Description
The most ambitious effort, before the time of Napoleon, to explore and map out the Nile was undertaken by the Ottomans, as attested by two monumental documents: an elaborate map, with 450 rubrics; and a lengthy travel account. Both were achieved at about the same time – c. 1685 – and both apparently by the same man. Evliya Çelebi’s account of his Nile journeys, in Volume 10 of The Book of Travels (Seyahatname), has been known to the scholarly world since 1938. The map, in the Vatican Library, has been known to the scholarly world since 1949. A first edition of it was published in 2011. The authors of that edition, Robert Dankoff and Nuran Tezcan, demonstrated in detail that the map should be attributed to Evliya Çelebi. The edition of the map included here (which, considered as a text, is extraordinarily challenging philologically) incorporates many new readings, bringing it a step closer to a definitive edition. This volume also contains Evliya’s six journeys, his travels in Egypt and Sudan and along the Red Sea coast, as well as problems regarding dates and authenticity of the journeys. The relation of the map and The Book of Travels is analysed, including similarities and correspondences in content, language, and style, along with discrepancies between the two documents and how to account for them.

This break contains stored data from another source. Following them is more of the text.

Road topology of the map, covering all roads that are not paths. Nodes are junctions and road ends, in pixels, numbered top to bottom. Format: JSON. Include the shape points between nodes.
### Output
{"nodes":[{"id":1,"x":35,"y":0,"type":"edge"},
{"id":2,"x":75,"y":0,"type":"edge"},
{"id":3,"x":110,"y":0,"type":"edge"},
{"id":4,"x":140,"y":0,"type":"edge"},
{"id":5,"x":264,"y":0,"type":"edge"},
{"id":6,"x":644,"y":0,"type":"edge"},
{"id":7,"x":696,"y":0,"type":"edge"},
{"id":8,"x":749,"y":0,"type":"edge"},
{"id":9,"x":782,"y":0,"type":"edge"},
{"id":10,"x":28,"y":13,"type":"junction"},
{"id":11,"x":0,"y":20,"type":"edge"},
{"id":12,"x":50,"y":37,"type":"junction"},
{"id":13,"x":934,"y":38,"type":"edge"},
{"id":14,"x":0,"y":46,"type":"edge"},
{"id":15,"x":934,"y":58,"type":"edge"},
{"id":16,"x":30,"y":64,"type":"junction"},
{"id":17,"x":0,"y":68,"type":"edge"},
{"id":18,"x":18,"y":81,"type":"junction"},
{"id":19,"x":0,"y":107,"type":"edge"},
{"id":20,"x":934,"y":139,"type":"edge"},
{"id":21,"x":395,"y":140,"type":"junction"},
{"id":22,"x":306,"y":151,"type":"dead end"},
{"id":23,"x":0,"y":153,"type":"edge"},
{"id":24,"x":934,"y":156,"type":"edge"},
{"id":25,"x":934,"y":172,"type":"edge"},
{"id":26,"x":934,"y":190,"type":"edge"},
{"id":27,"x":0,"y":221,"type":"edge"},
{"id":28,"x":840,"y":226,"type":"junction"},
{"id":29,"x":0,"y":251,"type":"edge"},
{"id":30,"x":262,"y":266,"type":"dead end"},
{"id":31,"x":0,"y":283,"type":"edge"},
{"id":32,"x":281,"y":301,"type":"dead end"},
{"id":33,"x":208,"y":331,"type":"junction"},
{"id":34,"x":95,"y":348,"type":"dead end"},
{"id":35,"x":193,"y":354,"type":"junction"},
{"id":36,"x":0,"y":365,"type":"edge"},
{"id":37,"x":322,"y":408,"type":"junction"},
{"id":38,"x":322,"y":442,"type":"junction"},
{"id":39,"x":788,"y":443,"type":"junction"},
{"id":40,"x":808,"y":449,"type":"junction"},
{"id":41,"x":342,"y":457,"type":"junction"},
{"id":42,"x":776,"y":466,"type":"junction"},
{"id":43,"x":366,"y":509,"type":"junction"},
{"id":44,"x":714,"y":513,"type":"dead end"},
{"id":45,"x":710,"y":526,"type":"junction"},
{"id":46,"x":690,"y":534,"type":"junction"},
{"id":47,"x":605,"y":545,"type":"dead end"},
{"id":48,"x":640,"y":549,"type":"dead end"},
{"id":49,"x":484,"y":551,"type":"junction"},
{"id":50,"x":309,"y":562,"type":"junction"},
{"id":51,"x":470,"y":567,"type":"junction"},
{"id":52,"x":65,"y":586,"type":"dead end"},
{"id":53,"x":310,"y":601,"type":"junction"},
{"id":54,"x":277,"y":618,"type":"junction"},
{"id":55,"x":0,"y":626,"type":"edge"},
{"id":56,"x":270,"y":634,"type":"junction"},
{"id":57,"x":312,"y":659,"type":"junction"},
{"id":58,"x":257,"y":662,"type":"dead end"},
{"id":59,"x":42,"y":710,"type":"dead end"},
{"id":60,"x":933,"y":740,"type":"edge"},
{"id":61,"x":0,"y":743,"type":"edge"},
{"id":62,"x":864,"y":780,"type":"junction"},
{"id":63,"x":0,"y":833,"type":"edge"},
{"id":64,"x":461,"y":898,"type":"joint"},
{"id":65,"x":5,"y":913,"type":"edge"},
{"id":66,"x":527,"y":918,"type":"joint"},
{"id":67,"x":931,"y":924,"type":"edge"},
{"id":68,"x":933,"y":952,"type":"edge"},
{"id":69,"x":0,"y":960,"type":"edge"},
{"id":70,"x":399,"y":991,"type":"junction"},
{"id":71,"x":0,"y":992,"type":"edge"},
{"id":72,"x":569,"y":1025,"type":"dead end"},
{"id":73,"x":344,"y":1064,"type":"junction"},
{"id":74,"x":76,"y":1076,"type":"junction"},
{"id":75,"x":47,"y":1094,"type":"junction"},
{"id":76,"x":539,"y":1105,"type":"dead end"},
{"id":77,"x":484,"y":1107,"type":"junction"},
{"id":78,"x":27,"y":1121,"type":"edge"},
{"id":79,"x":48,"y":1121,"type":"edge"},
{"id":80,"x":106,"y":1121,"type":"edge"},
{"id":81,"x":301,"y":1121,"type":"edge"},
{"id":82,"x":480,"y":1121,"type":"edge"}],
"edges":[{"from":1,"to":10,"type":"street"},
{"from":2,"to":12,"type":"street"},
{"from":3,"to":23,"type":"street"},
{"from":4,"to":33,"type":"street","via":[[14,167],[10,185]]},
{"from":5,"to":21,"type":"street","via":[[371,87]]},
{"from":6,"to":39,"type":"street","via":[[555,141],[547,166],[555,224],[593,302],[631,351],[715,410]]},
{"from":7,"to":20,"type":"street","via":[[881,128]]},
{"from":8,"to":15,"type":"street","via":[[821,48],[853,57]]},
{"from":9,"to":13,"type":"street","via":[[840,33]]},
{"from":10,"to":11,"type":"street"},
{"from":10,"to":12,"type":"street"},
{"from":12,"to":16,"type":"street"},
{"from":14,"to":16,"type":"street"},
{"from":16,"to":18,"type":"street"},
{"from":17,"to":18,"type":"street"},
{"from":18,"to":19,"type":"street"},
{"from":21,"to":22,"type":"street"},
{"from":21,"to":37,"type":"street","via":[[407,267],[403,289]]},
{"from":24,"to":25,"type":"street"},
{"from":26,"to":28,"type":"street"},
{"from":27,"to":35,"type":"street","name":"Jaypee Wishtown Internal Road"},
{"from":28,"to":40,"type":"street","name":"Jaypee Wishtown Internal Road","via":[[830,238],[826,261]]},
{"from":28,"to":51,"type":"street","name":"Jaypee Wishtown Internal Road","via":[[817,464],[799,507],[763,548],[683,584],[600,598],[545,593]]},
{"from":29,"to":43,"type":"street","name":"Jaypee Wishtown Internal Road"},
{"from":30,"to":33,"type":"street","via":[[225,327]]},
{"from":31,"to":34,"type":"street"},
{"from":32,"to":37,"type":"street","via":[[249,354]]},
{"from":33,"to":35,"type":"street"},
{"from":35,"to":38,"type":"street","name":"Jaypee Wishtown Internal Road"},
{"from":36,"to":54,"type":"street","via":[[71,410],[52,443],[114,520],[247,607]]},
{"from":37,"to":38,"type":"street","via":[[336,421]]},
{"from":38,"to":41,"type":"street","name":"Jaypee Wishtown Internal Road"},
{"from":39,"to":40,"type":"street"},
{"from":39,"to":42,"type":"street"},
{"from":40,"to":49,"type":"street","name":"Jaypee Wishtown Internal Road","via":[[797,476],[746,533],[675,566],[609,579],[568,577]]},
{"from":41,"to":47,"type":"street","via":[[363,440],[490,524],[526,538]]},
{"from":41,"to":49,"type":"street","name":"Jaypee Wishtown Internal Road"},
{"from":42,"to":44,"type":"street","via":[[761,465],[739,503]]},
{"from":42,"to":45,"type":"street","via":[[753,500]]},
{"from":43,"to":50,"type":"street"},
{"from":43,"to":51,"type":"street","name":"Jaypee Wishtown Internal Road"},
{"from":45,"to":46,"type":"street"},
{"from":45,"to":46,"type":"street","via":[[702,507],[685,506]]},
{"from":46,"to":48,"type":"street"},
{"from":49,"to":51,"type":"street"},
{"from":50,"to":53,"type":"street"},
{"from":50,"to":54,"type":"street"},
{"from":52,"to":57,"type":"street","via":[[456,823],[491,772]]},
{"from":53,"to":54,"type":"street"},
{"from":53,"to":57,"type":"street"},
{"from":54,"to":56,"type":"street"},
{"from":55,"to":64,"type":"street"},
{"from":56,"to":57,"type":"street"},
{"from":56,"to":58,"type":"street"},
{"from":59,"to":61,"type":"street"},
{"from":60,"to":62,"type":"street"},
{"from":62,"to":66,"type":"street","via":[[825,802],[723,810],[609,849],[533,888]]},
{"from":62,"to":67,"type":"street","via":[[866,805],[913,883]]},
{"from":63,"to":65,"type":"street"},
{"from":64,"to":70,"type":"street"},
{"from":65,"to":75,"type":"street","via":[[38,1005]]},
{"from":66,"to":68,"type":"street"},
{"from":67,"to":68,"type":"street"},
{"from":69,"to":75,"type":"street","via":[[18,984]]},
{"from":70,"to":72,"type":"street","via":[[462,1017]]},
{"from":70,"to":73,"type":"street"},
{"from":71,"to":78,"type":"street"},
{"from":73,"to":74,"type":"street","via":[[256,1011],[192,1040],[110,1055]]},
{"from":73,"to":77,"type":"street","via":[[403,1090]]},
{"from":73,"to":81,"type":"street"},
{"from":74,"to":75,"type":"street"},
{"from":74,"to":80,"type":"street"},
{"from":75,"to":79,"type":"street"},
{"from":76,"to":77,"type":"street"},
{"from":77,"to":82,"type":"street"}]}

Robert Dankoff has taught at Brandeis University, the University of Arizona, and the University of Chicago, where he is Professor Emeritus of Turkish and Islamic Studies. His major publications include The Intimate Life of an Ottoman Statesman: Melek Ahmed Pasha (1588-1662), as portrayed in Evliya Çelebi’s Book of Travels (Seyahat-name)(1991); An Ottoman Mentality: The World of Evliya Çelebi (2004, 2006); An Ottoman Traveller: Selections from the Book of Travels of Evliya Çelebi (2010, with Sooyong Kim).
Nuran Tezcan was assistant professor at Eastern Mediterranean University in North Cyprus from 200 to 2003, and from 2003 to 2016 she was associate professor at the Department of Turkish Literature of Bilkent University in Ankara. Her most recent publications include: Evliyâ Çelebi’nin Nil Haritası: Dürr-i bî-misîl în Ahbâr-ı Nîl (2011, with Robert Dankoff ); Divan Edebiyatına Yeniden Bakıs (2016).
Michael D. Sheridan recently completed his Ph.D. at Bilkent University, Ankara, with a dissertation using the corpus of Ottoman invective verse of the early 17th century to investigate emerging sociocultural tensions within the elite classes. His research focuses on Ottoman cultural and literary history as well as on the comparative cultural history of the early modern period in Europe, the Near East, and South Asia.